Na początku duchowny zauważa, że obecny w historii spór o dogmaty - jak choćby bóstwo Chrystusa czy natura Trójcy Świętej, dziś już praktycznie nie istnieje, a obecne spory dotyczą kwestii duszpasterskich i społecznych. "Gdyby tego typu sporów nie było, to byłoby niedobrze. Jesteśmy ludźmi, a nie martwymi manekinami. Spory są ozdrowieńcze" - podkreśla ks. Wierzbicki. Zauważa jednak, że w debacie zdecydowanie brakuje głosu świeckich. O samym prowadzeniu debaty mówi, że "nie jest jakimś meczem intelektualnym, tylko przede wszystkim spotkaniem, twarzą w twarz".
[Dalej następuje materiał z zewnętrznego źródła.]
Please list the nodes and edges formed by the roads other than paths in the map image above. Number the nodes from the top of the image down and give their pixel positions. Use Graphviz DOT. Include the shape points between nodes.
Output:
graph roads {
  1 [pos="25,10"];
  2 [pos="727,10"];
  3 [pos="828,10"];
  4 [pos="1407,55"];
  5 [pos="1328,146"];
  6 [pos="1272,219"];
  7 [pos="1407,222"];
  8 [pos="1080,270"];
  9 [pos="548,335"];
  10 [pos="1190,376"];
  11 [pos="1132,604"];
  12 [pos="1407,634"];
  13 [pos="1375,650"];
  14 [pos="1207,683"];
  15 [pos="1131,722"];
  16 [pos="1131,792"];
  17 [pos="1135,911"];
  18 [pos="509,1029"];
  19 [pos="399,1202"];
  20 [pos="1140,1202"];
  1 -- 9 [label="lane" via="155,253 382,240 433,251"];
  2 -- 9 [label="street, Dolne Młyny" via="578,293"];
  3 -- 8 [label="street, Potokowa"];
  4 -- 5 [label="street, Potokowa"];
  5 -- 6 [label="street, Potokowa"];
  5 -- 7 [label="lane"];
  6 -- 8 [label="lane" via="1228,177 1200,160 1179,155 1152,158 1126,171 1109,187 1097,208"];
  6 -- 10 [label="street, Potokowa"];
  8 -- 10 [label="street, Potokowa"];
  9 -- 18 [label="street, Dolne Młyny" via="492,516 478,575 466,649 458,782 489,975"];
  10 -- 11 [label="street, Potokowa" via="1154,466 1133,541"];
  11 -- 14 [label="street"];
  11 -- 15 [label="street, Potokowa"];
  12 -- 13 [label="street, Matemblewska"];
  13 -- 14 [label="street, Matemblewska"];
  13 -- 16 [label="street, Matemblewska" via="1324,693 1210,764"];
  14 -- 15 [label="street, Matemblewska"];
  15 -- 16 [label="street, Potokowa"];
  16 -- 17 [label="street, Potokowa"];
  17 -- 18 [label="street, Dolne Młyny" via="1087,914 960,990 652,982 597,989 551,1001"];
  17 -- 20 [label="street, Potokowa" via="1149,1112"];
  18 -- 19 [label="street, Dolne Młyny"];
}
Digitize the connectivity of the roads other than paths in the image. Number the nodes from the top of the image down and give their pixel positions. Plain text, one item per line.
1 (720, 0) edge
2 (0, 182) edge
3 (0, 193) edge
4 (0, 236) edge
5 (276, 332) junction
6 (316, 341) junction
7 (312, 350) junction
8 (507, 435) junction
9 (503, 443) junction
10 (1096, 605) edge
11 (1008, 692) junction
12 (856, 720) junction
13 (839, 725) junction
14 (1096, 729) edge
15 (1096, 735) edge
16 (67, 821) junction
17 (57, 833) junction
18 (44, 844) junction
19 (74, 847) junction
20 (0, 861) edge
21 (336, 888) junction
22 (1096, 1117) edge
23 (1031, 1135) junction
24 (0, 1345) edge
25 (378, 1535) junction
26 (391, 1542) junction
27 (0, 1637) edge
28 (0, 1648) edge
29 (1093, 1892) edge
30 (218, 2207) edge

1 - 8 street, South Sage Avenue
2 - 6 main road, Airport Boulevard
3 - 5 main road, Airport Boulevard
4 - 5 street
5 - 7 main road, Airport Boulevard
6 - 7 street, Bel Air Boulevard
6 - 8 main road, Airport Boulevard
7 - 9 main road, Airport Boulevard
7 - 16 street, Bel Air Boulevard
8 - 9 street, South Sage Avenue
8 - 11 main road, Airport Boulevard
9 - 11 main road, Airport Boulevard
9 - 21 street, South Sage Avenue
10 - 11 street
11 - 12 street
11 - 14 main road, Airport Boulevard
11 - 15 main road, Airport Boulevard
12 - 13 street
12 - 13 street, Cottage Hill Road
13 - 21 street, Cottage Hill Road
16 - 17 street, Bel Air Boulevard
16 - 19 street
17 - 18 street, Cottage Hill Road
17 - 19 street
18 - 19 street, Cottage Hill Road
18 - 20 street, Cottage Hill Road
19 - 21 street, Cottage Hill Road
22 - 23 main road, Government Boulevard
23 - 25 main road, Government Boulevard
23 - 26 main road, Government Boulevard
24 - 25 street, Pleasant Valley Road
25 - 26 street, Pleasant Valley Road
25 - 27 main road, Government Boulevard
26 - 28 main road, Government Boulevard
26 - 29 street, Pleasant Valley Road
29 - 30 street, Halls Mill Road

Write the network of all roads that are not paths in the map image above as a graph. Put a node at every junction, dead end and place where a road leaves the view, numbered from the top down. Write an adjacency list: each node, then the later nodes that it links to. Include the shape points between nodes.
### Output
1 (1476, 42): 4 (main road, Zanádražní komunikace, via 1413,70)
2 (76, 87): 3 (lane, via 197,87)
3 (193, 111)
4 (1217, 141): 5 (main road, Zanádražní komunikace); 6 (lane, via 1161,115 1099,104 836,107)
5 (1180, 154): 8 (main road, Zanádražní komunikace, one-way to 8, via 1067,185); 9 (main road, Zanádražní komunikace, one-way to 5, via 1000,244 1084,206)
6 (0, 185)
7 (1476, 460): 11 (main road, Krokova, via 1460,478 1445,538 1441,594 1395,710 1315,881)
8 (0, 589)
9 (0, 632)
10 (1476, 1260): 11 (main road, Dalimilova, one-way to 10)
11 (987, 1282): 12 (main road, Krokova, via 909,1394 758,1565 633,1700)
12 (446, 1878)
W kontekście sporu wokół osób LGBT ks. Wierzbicki powołuje się na słowa z Katechizmu Kościoła Katolickiego, który mówi o nieuporządkowaniu aktów homoseksualnych, a jednocześnie wskazuje, by traktować osoby homoseksualne z szacunkiem i delikatnością. "Zamiast potępiać homoseksualizm, to należałoby zaufać Panu Bogu i rozwijać duszpasterstwo" - mówi duchowny i zachęca, by "budować przyczółki porozumienia", mimo istniejących "programów rewolucji społecznej czy prawnej". Wskazuje, że takim mostem mogłoby być potępianie przemocy wobec osób homoseksualnych - nie tylko na poziomie wygłaszanych deklaracji, ale głębszego zaangażowania w walkę z przemocą w szerokim rozumieniu. "Jest też przemoc w rodzinach, ponieważ rodzice nie akceptują orientacji seksualnej swoich dzieci. Na kazaniu słyszą to, co słyszą, a później nie potrafią ze swoimi dziećmi normalnie rozmawiać czy po prostu ich kochać" - wyjaśnia.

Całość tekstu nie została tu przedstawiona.